Figure 1(b) depicts how the incremental protocol works during recovery. As shown in Fig. 4, once \(N_2\) fails at superstep \(S_2\), our protocol generates a list L including \(S_2\) and lets the log replayers on \(N_1\) and \(N_2\) read logs from the DFS. Then, the log replayer on \(N_2\) redoes the modification “r \(\langle C, B \rangle \) 3 6 \(S_2\)", since L contains \(S_2\). Meanwhile, the log replayer on \(N_1\) does not redo the modification involving B, since it is normal node and L contains \(S_2\). It is worth noting that the log replayer undoes the modification involving B if L does not contain \(S_2\), so as to fix the link from B to C. Then, the vertex D receives the message from C and performs the subsequent computation. Eventually, the computation will produce accurate results.

5 System Implementation

In this section, we present the implementation of ACF2 which is based on Apache Giraph. Figure 5 shows the architecture of our proposed ACF2, which inherits the master/worker architecture of the existing systems. Specifically, the master is responsible for coordinating worker activity, whereas the worker executes computation via a series of executor threads. Moreover, the worker integrates the failure recovery mechanism implemented through an executor thread. To achieve the partition-aware backup strategy, we introduce a new component Sub-graph Writer for the worker and integrate it into the thread responsible for the computation. Also, we modify the execution logic of the thread responsible for failure recovery on the worker, so as to integrate the new component Sub-graph Reader. Likewise, to achieve the incremental protocol, we add two new components to worker, i.e., Logger and Log Replayer. Moreover, we modify the execution logic of the Coordinator component on the master to record the failed supersteps, so as to coordinate these new components in the worker.

Algorithm 1 illustrates the implementation details of one worker (say worker n) during normal execution. Our partition-aware backup strategy employs sub-graph writer obtains and backs up the sub-graph of each node after partitioning, i.e., superstep \(S_0\) (line 3–5). The logger in incremental protocol monitors the behavior of each vertex v at each superstep. When v modifies the graph topology, the logger logs the topological mutations \(R_n^i\) in superstep \(S_i\) of worker n, and adds it to a set L that stores all topological mutations (line 6–10). Then, it uploads logs to DFS (line 11).
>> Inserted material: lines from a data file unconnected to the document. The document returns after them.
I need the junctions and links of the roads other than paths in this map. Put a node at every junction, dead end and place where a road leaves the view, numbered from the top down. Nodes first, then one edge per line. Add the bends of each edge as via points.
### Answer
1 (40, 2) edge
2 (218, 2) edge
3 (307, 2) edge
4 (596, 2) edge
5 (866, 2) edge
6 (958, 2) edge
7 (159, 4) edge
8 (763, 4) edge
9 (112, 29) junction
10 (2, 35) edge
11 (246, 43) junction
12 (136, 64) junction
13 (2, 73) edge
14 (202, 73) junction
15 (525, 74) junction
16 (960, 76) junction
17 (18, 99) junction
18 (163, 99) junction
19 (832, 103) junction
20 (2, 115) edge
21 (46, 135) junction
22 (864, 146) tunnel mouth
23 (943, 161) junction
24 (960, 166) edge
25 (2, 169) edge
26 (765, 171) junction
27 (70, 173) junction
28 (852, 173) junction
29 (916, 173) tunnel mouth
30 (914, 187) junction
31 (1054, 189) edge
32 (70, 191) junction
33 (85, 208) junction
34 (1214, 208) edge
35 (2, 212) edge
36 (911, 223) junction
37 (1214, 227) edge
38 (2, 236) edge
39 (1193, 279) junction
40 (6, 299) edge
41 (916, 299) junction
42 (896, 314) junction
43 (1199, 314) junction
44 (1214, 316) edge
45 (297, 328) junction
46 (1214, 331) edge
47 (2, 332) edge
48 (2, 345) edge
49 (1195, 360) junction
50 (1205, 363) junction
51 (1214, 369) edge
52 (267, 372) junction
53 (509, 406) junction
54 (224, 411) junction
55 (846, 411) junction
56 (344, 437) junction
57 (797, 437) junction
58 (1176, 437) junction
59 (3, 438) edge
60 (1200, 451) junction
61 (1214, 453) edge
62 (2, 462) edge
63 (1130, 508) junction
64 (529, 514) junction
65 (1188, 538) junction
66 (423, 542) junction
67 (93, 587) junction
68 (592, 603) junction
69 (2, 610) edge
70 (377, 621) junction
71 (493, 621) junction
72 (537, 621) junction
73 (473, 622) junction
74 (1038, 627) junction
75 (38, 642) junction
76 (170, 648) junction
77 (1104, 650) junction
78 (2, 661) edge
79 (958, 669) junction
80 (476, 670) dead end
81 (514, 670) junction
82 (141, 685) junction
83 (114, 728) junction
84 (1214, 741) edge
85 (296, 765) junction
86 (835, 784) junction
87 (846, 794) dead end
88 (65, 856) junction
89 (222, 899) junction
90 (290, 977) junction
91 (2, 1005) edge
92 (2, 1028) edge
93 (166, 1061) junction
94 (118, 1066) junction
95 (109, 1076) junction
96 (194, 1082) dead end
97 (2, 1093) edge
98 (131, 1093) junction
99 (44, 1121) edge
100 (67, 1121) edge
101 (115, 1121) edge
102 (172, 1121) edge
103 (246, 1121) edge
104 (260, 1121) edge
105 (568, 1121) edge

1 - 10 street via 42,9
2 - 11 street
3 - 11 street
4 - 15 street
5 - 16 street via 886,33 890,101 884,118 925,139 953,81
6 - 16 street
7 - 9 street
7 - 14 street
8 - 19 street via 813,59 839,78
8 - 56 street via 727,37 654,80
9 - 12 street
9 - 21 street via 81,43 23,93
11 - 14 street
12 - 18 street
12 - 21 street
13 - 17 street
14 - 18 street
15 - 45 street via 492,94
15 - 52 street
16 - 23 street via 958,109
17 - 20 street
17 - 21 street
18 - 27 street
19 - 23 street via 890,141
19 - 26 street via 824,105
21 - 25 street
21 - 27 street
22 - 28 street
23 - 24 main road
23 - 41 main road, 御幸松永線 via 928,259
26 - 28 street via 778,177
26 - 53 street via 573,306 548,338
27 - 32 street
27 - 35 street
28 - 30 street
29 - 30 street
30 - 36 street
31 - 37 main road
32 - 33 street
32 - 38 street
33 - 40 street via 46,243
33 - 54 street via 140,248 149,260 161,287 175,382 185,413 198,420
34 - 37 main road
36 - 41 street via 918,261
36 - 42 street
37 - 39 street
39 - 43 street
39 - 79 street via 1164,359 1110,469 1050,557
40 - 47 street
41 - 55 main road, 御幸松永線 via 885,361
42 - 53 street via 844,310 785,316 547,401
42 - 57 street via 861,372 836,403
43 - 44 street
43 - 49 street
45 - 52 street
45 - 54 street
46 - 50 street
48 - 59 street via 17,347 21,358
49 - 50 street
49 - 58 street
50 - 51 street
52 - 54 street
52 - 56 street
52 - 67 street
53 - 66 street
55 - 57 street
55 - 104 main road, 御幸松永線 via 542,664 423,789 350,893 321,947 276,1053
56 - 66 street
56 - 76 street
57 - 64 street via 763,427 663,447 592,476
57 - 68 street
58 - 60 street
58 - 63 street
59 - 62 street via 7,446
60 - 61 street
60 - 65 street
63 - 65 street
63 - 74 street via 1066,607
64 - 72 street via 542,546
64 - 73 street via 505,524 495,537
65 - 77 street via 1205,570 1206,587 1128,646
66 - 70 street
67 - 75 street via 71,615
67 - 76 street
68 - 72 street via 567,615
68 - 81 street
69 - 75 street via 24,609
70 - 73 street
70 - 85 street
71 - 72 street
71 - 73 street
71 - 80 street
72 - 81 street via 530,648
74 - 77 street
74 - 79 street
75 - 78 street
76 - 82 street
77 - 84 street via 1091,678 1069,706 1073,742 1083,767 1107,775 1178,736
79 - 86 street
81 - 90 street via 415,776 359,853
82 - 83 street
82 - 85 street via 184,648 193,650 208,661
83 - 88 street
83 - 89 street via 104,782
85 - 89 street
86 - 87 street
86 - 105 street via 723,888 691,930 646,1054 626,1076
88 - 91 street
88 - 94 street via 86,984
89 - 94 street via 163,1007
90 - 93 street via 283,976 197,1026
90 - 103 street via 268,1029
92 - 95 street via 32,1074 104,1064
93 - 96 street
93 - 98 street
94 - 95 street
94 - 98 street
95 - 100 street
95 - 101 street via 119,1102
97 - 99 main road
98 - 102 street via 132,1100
Algorithm 2 describes the implementation details of worker n upon failure. The partition-aware strategy adopts sub-graph reader to load lost sub-graphs from the backup if it exists (line 2). Otherwise, it reloads the input data (line 4). The log repalyer in incremental protocol get a list F of failed supersteps from master and read logs from DFS into L (line 5–6). For each record \(R_n^i\) in logs, the protocol obtains the superstep \(S_i\) saved in \(R_n^i\) and undoes it if \(S_i\) belongs to F (line 9). Otherwise, our protocol redoes \(R_n^i\) (line 11).

6 Experiments

This section introduces our experimental setting and demonstrates the efficiency of the partition-aware backup strategy and the incremental protocol.

6.1 Experimental Setting

Cluster Setup. We conduct all experiments on a cluster with 13 compute nodes. Here, each compute node has a eight-core Intel Xeon CPUs, a 32GB RAM, a 300GB SSD and 1Gbps Ethernet. We deploy Hadoop 2.5.1 on this cluster, since the Giraph program is executed via a MapReduce job on the top of Hadoop. By default, we issue 13 map tasks and each task owns 24GB memory. Here, we follow previous studies [1, 8, 13] to set the size of task memory.

Algorithms. We choose two algorithms to evaluate the effectiveness of partition-aware backup strategy and incremental protocol. They are the single source shortest path without topological mutations and the maximum weight matching with topological mutations. These algorithms are popular in graph analysis applications [5]. In the rest of this paper, we refer to above algorithms as SP and MWM, respectively. We set the number of iterations of MWM to 50. Moreover, we conduct the experiments over three real-life graphs, Orkut^{Footnote 1}, WebCC12^{Footnote 2} and Friendster^{Footnote 3}, with million-scale or billion-scale edges.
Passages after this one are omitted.